==== Entries provided

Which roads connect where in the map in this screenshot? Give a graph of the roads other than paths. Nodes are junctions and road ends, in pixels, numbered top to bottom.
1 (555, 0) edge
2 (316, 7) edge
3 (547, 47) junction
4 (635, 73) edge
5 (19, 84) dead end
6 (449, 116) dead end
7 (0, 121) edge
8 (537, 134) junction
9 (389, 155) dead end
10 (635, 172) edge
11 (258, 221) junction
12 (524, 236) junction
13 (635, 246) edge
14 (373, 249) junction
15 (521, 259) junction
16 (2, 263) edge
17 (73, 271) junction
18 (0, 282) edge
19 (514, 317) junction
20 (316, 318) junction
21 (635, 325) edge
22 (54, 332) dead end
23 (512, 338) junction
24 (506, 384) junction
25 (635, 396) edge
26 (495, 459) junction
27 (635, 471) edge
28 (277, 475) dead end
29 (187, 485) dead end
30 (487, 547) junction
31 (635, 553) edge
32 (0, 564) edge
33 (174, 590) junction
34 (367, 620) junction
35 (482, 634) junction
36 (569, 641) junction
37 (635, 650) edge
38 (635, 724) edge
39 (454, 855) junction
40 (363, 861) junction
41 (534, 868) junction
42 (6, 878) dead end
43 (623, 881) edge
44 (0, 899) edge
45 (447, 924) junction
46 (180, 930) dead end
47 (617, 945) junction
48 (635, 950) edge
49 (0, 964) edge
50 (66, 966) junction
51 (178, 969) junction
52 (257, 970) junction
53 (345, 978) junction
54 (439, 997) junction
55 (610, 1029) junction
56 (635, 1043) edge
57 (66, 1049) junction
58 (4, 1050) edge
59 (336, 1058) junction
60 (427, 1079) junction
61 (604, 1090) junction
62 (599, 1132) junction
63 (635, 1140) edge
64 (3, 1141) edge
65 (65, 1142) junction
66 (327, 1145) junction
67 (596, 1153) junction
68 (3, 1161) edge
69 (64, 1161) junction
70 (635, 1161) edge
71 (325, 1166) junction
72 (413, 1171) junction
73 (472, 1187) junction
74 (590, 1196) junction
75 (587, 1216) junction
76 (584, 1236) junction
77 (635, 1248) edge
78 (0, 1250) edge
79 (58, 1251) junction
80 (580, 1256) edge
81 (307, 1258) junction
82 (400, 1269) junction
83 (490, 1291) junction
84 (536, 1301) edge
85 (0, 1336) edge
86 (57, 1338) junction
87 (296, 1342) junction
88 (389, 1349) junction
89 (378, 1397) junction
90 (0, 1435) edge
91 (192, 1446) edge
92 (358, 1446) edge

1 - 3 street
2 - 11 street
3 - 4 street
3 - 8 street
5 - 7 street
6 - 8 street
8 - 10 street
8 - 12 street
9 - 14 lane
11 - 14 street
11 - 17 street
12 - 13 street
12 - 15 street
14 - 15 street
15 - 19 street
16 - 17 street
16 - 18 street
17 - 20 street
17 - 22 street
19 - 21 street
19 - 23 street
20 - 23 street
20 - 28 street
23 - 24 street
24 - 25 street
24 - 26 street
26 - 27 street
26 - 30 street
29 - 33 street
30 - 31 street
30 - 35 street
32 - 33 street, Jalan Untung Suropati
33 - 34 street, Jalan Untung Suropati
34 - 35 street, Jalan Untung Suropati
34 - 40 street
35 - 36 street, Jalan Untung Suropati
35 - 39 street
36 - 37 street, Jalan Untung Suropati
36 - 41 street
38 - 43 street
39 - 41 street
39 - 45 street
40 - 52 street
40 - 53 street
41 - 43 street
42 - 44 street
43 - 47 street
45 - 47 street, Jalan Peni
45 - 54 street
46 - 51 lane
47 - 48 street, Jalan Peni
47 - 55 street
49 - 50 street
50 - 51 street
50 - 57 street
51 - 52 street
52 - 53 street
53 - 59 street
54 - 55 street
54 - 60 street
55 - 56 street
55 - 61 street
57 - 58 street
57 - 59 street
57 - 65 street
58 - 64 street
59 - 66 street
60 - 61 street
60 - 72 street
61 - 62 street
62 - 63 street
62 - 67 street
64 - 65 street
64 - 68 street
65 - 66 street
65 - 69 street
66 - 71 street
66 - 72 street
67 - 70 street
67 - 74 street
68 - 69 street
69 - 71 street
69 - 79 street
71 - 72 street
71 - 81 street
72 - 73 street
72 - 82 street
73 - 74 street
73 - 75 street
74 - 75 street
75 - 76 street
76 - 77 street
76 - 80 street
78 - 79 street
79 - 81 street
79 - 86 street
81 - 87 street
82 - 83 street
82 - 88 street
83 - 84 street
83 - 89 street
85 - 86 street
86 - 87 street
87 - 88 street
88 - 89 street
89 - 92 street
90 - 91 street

========

Could you report every line of the material that contains the string "Suropati"?

Your solution:
32 - 33 street, Jalan Untung Suropati
33 - 34 street, Jalan Untung Suropati
34 - 35 street, Jalan Untung Suropati
35 - 36 street, Jalan Untung Suropati
36 - 37 street, Jalan Untung Suropati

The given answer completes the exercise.